Facility to open in late 2016

Gulf News

Dubai: The Saudia Aerospace Engineering Industries (SAEI) will open a facility in Saudi Arabia for the maintenance, repair and overhaul of aircraft in a joint venture led by Turkey’s TAV, it said at the Dubai Airshow yesterday.

Covering an area of around 1 million square metres, the development will include 11 aircraft hangars, 28 aircraft component shops and an engine shop, and will be used for civil and military services. Four of the hangars will be for narrow body aircraft and another four for wide body aircraft. The other hangars will be used for painting and light maintenance, Nader Al Khalawi, chief executive of SAEI, told reporters.

The company is investing around 3.5 billion Saudi riyals in the project and is funding it using loans from Saudi banks, Al Khalawi said.

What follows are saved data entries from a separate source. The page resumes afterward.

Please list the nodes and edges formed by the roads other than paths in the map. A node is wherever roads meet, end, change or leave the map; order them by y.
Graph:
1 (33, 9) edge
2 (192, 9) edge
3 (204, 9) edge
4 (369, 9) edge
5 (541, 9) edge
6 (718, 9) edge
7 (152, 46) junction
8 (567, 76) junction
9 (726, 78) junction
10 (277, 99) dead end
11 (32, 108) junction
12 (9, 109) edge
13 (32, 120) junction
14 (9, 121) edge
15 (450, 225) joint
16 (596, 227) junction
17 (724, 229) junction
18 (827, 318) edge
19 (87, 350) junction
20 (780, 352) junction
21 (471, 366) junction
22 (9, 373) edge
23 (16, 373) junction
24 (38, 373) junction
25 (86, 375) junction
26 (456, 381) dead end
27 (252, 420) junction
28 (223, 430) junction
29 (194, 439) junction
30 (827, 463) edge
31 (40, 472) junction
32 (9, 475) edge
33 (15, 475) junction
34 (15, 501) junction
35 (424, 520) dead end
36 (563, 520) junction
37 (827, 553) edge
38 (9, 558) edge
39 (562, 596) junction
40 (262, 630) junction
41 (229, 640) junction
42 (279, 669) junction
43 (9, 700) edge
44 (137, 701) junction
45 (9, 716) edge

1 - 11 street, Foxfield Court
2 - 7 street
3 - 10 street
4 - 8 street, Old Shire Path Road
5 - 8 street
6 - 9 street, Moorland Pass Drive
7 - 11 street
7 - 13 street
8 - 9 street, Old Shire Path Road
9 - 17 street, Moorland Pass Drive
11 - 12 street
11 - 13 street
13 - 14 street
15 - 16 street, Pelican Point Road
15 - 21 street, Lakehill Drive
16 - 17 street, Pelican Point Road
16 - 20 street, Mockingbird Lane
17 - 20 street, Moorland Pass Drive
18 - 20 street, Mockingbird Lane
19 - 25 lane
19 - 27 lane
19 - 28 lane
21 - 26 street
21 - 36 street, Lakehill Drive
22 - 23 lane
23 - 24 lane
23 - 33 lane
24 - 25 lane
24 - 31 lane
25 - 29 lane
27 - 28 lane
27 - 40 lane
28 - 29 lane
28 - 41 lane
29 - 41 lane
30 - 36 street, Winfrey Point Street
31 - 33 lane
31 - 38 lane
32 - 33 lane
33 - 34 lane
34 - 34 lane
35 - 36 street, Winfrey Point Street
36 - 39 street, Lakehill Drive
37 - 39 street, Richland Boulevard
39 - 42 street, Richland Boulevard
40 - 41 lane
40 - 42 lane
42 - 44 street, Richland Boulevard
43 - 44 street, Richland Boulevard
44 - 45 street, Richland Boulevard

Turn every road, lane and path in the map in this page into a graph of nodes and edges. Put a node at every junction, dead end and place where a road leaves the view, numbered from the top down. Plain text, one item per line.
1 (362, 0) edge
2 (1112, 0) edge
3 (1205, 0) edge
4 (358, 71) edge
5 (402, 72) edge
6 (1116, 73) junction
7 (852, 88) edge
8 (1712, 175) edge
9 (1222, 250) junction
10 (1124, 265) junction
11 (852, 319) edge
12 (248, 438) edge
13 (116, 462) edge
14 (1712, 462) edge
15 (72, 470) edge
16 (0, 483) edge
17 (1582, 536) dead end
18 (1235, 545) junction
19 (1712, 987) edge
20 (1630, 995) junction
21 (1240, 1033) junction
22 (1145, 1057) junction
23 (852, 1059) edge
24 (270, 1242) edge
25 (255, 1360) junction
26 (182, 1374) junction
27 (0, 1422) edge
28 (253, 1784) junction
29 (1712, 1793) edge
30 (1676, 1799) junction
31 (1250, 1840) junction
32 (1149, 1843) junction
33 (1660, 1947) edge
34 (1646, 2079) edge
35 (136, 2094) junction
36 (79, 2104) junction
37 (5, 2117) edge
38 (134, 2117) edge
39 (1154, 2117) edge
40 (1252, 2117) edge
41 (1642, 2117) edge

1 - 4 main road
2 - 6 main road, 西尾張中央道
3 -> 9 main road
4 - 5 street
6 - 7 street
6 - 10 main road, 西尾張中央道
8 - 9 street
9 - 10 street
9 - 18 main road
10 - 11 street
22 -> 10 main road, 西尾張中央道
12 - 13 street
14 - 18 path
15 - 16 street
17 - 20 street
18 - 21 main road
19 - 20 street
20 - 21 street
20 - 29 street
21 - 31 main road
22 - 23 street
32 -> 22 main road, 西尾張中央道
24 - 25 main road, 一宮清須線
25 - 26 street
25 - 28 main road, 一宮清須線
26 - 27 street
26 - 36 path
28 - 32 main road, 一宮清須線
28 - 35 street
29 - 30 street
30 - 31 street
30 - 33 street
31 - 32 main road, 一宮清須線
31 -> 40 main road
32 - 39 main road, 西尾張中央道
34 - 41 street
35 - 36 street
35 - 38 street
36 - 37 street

“We aim to service the region and we believe there is a lot of business both in the civil and military [sectors]. We are working with Boeing, GE and Lockheed [Martin] to develop civil and military capabilities,” he said.

The facility, located at the northeast of King Abdul-Aziz Airport in Jeddah, is scheduled to open by the end of 2016. The joint venture, led by TAV, also includes Al Habtoor Leighton Group and Al Rajhi.

SAEI is 70 per cent owned by the government and 30 per cent by private investors.